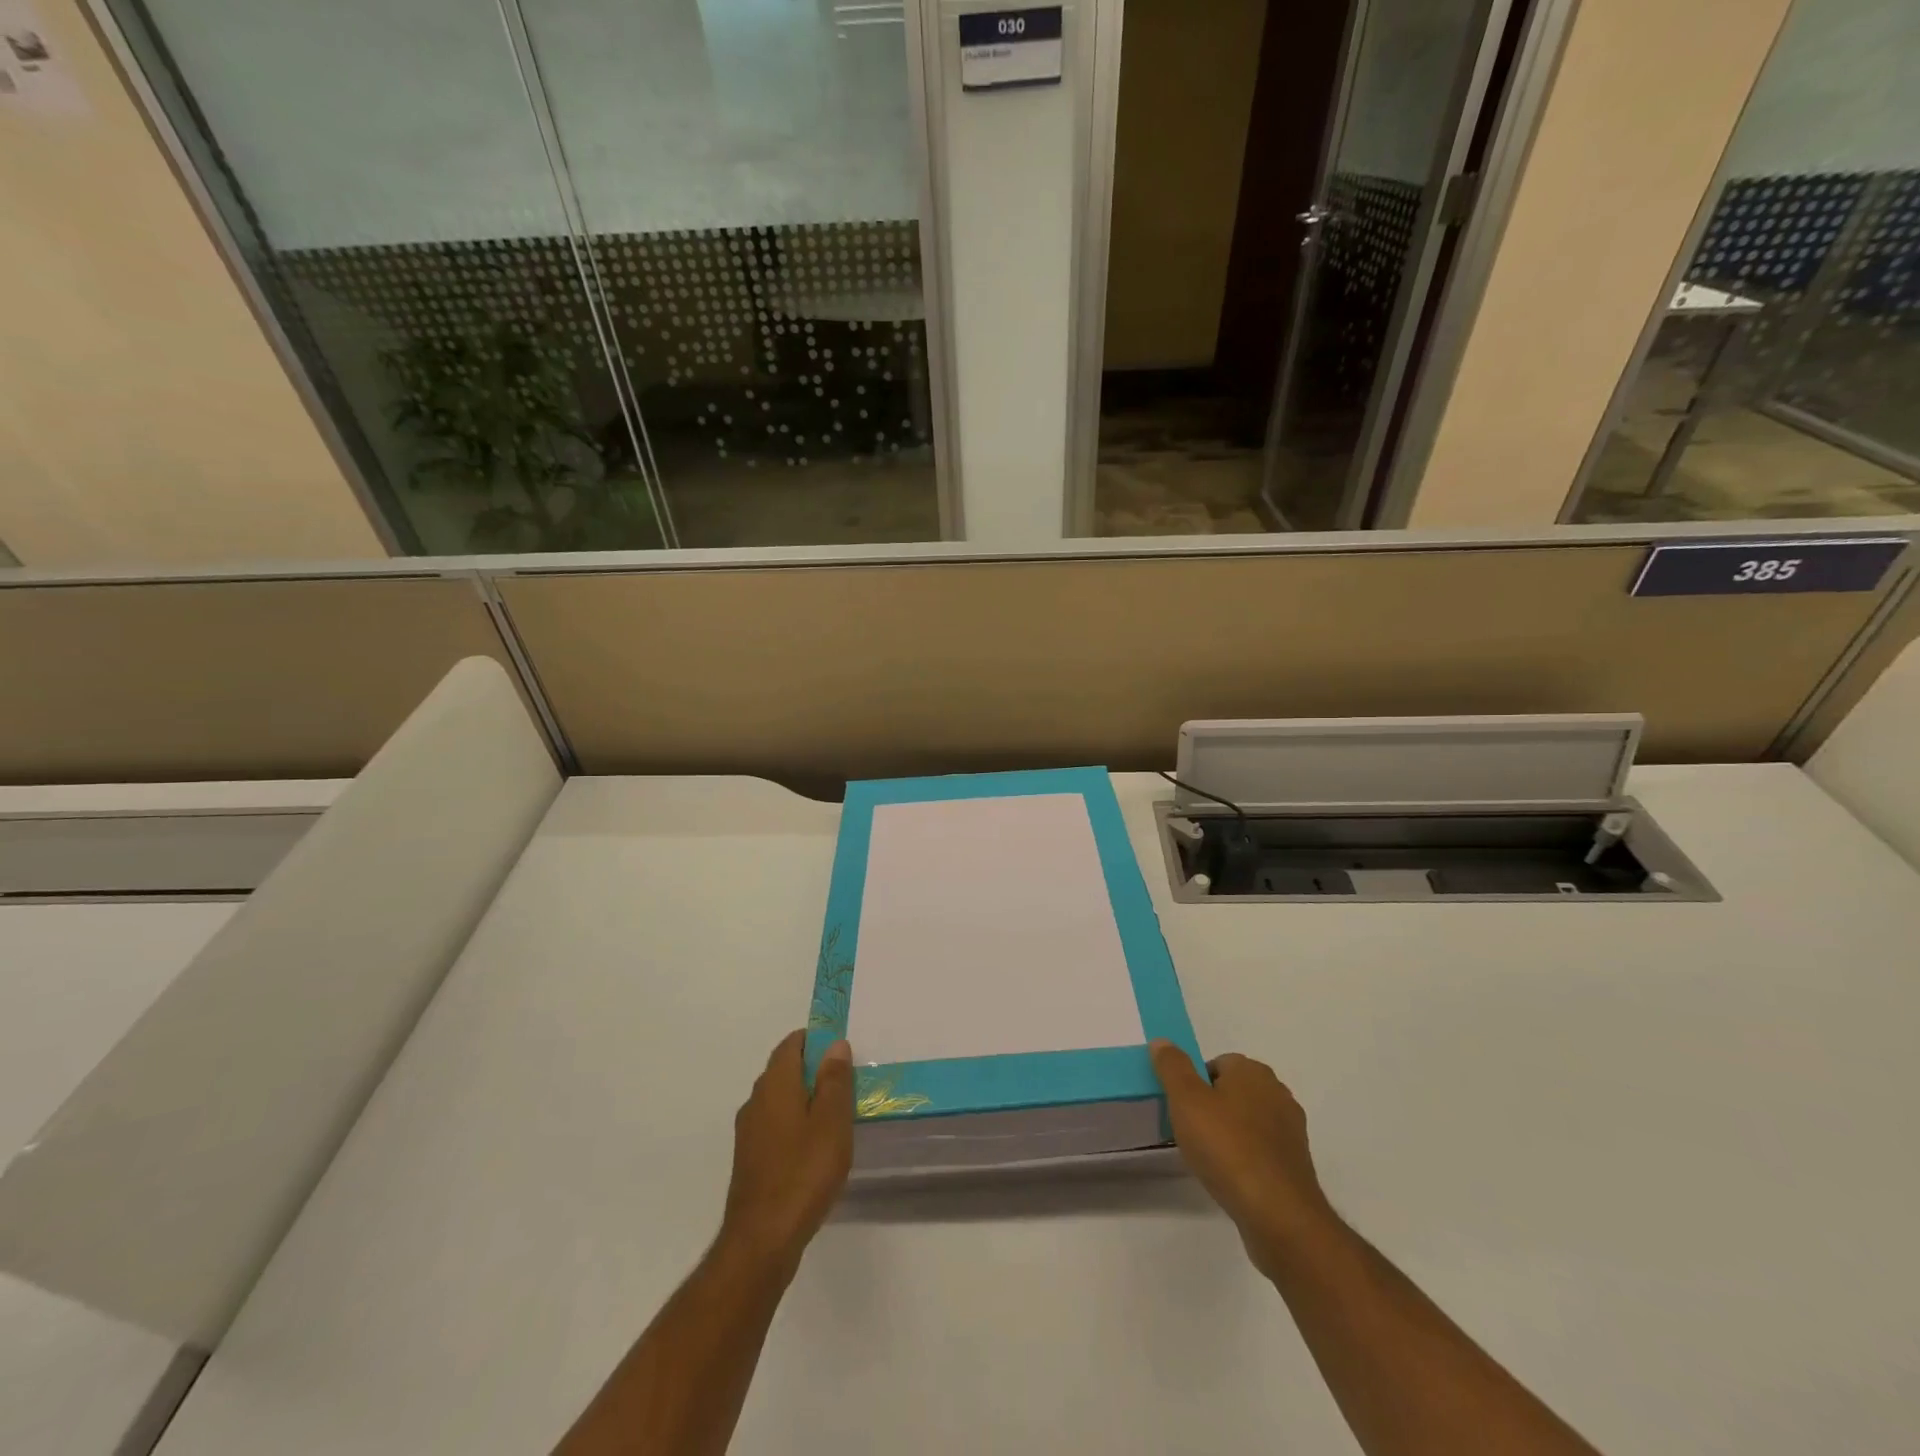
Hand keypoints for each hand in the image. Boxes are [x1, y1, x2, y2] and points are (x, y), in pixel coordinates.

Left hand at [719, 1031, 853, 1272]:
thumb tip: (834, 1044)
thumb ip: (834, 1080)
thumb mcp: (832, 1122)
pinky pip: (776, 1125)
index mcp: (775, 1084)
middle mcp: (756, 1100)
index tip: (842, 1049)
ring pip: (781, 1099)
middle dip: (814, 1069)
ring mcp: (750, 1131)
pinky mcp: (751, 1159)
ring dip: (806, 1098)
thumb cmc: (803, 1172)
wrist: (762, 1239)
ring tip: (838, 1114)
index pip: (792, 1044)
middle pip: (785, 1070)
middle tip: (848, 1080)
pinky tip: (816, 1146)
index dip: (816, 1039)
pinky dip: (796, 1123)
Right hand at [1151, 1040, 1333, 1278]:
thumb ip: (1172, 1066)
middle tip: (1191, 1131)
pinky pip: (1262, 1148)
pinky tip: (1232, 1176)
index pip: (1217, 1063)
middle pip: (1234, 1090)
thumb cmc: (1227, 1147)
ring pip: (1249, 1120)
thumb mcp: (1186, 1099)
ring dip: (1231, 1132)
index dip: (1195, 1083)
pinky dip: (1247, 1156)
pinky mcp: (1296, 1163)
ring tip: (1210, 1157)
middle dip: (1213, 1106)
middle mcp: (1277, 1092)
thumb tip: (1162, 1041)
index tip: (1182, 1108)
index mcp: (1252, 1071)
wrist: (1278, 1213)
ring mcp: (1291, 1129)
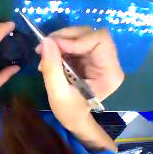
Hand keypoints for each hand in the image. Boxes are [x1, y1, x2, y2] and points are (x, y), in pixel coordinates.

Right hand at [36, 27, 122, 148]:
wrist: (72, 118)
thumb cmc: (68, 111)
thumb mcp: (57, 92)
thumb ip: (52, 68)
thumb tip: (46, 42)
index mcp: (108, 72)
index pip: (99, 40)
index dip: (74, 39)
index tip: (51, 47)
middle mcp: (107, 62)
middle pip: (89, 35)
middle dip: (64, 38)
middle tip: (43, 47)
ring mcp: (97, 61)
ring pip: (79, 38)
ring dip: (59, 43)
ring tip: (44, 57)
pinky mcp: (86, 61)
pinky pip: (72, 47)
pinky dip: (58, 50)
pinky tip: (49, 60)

__________________________________________________

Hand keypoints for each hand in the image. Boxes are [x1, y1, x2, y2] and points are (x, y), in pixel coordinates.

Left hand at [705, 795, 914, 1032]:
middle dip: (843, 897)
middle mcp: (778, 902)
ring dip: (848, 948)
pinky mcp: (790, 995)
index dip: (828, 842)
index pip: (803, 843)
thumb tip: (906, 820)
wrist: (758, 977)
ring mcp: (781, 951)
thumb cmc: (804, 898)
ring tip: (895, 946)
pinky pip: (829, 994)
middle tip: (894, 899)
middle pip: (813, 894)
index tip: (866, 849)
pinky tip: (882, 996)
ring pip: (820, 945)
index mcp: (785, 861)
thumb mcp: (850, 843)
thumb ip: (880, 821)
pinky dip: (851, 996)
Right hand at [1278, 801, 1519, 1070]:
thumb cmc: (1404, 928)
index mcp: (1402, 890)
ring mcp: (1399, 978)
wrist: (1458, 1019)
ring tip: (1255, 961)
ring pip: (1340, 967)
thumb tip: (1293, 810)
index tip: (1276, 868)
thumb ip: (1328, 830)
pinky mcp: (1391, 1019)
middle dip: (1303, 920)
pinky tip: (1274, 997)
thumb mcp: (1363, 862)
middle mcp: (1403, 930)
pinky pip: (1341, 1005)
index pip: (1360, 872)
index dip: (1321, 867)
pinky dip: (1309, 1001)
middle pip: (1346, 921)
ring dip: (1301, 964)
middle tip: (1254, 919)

__________________________________________________

Task:
Although pictures appear among the entries, please set down only the lines from the one with "index tip: (842, 1049)" up to and including the one with "pinky tip: (49, 60)", word for word.

Result of this task:
index tip: (842, 1049)
ring pip: (781, 1099)
middle dip: (814, 1069)
ring mcp: (750, 1131)
pinky mcp: (751, 1159)
ring dip: (806, 1098)
thumb cmc: (803, 1172)
wrist: (762, 1239)
ring tip: (838, 1114)
index pip: (792, 1044)
middle pip: (785, 1070)
middle tip: (848, 1080)
pinky tip: (816, 1146)
index dip: (816, 1039)
pinky dip: (796, 1123)
Right hand at [1151, 1040, 1333, 1278]:
thumb ip: (1172, 1066)
middle tip: (1191, 1131)
pinky pip: (1262, 1148)
pinky tip: (1232, 1176)
index pip: (1217, 1063)
middle pip: (1234, 1090)
thumb cmc: (1227, 1147)
ring pip: (1249, 1120)
thumb mcp: (1186, 1099)
ring dip: (1231, 1132)
index dip: (1195, 1083)
pinky dip: (1247, 1156)
pinky mcp: (1296, 1163)
ring tip: (1210, 1157)
middle dip: (1213, 1106)
middle mcp: (1277, 1092)
thumb tip: (1162, 1041)
index tip: (1182, 1108)
index mcp: (1252, 1071)
wrist: (1278, 1213)
ring mcp: (1291, 1129)
Hand keypoints for each hand in the image. Boxes are [x1, y1, x2, y2] and points are (x, y), in pixel coordinates.

Right hand at [36, 27, 122, 148]:
wrist: (72, 118)
thumb cmc: (68, 111)
thumb mcp: (57, 92)
thumb ip: (52, 68)
thumb tip: (46, 42)
index mcp: (108, 72)
index pip: (99, 40)
index dip: (74, 39)
index tip: (51, 47)
middle mcp: (107, 62)
middle pip: (89, 35)
middle dip: (64, 38)
middle tip: (43, 47)
ring mcp: (97, 61)
ring pip: (79, 38)
ring dip: (59, 43)
ring tip: (44, 57)
pinky mcp: (86, 61)
pinky pip: (72, 47)
pinky dip: (58, 50)
pinky tip: (49, 60)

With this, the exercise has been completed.